Every record here needs to be duplicated exactly.

[Dataset entries]

▼▼▼

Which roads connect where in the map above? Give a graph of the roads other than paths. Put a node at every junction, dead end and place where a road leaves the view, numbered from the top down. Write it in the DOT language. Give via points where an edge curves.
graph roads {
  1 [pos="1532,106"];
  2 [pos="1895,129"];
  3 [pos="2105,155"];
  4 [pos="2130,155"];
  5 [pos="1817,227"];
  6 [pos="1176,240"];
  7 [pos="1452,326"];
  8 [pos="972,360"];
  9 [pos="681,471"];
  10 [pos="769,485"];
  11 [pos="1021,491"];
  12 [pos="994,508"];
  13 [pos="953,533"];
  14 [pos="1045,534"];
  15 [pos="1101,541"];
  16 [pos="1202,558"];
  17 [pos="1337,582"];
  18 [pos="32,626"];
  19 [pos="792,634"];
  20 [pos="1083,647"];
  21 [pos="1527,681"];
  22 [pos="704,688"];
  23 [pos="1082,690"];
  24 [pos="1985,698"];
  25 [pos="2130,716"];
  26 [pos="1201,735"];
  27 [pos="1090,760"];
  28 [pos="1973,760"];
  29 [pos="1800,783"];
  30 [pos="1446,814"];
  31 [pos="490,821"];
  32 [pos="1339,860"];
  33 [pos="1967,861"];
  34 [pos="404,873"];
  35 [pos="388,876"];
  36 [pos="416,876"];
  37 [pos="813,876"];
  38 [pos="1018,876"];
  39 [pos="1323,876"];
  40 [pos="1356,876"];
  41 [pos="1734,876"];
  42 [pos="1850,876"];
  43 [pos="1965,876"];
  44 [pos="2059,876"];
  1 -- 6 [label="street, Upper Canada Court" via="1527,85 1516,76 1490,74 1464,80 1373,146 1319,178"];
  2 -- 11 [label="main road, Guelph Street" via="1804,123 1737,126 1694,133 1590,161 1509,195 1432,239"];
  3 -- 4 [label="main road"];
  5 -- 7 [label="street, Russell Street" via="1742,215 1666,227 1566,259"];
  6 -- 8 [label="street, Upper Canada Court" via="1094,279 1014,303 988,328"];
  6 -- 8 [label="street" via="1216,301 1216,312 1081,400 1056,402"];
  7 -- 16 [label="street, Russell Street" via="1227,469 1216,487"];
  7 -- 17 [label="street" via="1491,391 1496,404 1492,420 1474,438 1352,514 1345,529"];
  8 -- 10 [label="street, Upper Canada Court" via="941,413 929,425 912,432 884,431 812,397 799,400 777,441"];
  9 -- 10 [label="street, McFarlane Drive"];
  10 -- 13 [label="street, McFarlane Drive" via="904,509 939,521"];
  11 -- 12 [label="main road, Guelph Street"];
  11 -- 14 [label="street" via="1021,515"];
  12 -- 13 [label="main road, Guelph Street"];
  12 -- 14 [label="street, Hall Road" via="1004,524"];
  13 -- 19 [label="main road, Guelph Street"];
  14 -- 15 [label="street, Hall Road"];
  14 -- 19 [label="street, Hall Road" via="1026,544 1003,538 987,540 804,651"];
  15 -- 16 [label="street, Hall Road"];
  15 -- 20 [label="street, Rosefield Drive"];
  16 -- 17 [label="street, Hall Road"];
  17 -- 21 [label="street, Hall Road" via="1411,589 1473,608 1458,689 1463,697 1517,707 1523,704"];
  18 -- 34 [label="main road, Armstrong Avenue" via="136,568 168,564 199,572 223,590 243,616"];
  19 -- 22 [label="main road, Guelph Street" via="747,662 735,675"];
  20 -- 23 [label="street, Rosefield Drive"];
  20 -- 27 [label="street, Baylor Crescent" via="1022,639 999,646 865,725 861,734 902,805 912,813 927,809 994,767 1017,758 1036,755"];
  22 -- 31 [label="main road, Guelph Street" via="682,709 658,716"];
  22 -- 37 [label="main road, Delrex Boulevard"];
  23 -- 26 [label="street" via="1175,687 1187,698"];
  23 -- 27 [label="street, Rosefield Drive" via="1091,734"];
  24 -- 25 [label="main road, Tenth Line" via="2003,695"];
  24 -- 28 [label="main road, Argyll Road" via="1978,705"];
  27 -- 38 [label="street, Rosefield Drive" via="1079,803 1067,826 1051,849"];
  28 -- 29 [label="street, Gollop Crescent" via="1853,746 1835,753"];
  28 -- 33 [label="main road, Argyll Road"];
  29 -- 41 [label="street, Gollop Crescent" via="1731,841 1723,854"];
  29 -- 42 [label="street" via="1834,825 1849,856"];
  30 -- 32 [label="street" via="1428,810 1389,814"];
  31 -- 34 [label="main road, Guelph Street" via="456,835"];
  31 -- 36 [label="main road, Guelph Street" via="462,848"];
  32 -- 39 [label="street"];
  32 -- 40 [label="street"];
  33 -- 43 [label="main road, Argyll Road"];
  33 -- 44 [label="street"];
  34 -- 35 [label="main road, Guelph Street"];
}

▲▲▲

* **ANSWER TO THIS TASK**:
Which roads connect where in the map above? Give a graph of the roads other than paths. Put a node at every junction, dead end and place where a road leaves the view, numbered from the top down. Write it in the DOT language. Give via points where an edge curves.
graph roads {
  1 [pos="1532,106"];
  2 [pos="1895,129"];
  3 [pos="2105,155"];
  4 [pos="2130,155"];
  5 [pos="1817,227"];
  6 [pos="1176,240"];
  7 [pos="1452,326"];
  8 [pos="972,360"];
  9 [pos="681,471"];
  10 [pos="769,485"];
  11 [pos="1021,491"];
  12 [pos="994,508"];
  13 [pos="953,533"];
  14 [pos="1045,534"];
  15 [pos="1101,541"];
  16 [pos="1202,558"];
  17 [pos="1337,582"];
  18 [pos="32,626"];
  19 [pos="792,634"];
  20 [pos="1083,647"];
  21 [pos="1527,681"];
  22 [pos="704,688"];
  23 [pos="1082,690"];
  24 [pos="1985,698"];
  25 [pos="2130,716"];
  26 [pos="1201,735"];
  27 [pos="1090,760"];
  28 [pos="1973,760"];
  29 [pos="1800,783"];
  30 [pos="1446,814"];
  31 [pos="490,821"];
  32 [pos="1339,860"];
  33 [pos="1967,861"];
  34 [pos="404,873"];
  35 [pos="388,876"];
  36 [pos="416,876"];
  37 [pos="813,876"];
  38 [pos="1018,876"];
  39 [pos="1323,876"];
  40 [pos="1356,876"];
  41 [pos="1734,876"];
  42 [pos="1850,876"];
  43 [pos="1965,876"];
  44 [pos="2059,876"];
  1 -- 6 [label="street, Upper Canada Court" via="1527,85 1516,76 1490,74 1464,80 1373,146 1319,178"];
  2 -- 11 [label="main road, Guelph Street" via="1804,123 1737,126 1694,133 1590,161 1509,195 1432,239"];
  3 -- 4 [label="main road"];
  5 -- 7 [label="street, Russell Street" via="1742,215 1666,227 1566,259"];
  6 -- 8 [label="street, Upper Canada Court" via="1094,279 1014,303 988,328"];
  6 -- 8 [label="street" via="1216,301 1216,312 1081,400 1056,402"];
  7 -- 16 [label="street, Russell Street" via="1227,469 1216,487"];
  7 -- 17 [label="street" via="1491,391 1496,404 1492,420 1474,438 1352,514 1345,529"];
  8 -- 10 [label="street, Upper Canada Court" via="941,413 929,425 912,432 884,431 812,397 799,400 777,441"];
  9 -- 10 [label="street, McFarlane Drive"];
  10 -- 13 [label="street, McFarlane Drive" via="904,509 939,521"];
  11 -- 12 [label="main road, Guelph Street"];
  11 -- 14 [label="street" via="1021,515"];
  12 -- 13 [label="main road, Guelph Street"];
  12 -- 14 [label="street, Hall Road" via="1004,524"];
  13 -- 19 [label="main road, Guelph Street"];
  14 -- 15 [label="street, Hall Road"];
  14 -- 19 [label="street, Hall Road" via="1026,544 1003,538 987,540 804,651"];
  15 -- 16 [label="street, Hall Road"];
  15 -- 20 [label="street, Rosefield Drive"];
  16 -- 17 [label="street, Hall Road"];
  17 -- 21 [label="street, Hall Road" via="1411,589 1473,608 1458,689 1463,697 1517,707 1523,704"];
  18 -- 34 [label="main road, Armstrong Avenue" via="136,568 168,564 199,572 223,590 243,616"];
  19 -- 22 [label="main road, Guelph Street" via="747,662 735,675"];
  20 -- 23 [label="street, Rosefield Drive"];
  20 -- 27 [label="street, Baylor Crescent" via="1022,639 999,646 865,725 861,734 902,805 912,813 927,809 994,767 1017,758 1036,755"];
  22 -- 31 [label="main road, Guelph Street" via="682,709 658,716"];
  22 -- 37 [label="main road, Delrex Boulevard"];
  23 -- 26 [label="street" via="1175,687 1187,698"];
  23 -- 27 [label="street, Rosefield Drive" via="1091,734"];
  24 -- 25 [label="main road, Tenth Line" via="2003,695"];
  24 -- 28 [label="main road, Argyll Road" via="1978,705"];
  27 -- 38 [label="street, Rosefield Drive" via="1079,803 1067,826 1051,849"];
  28 -- 29 [label="street, Gollop Crescent" via="1853,746 1835,753"];
  28 -- 33 [label="main road, Argyll Road"];
  29 -- 41 [label="street, Gollop Crescent" via="1731,841 1723,854"];
  29 -- 42 [label="street" via="1834,825 1849,856"];
  30 -- 32 [label="street" via="1428,810 1389,814"];
  31 -- 34 [label="main road, Guelph Street" via="456,835"];
  31 -- 36 [label="main road, Guelph Street" via="462,848"];
  32 -- 39 [label="street"];
  32 -- 40 [label="street"];
  33 -- 43 [label="main road, Argyll Road"];
  33 -- 44 [label="street"];
  34 -- 35 [label="main road, Guelph Street"];
}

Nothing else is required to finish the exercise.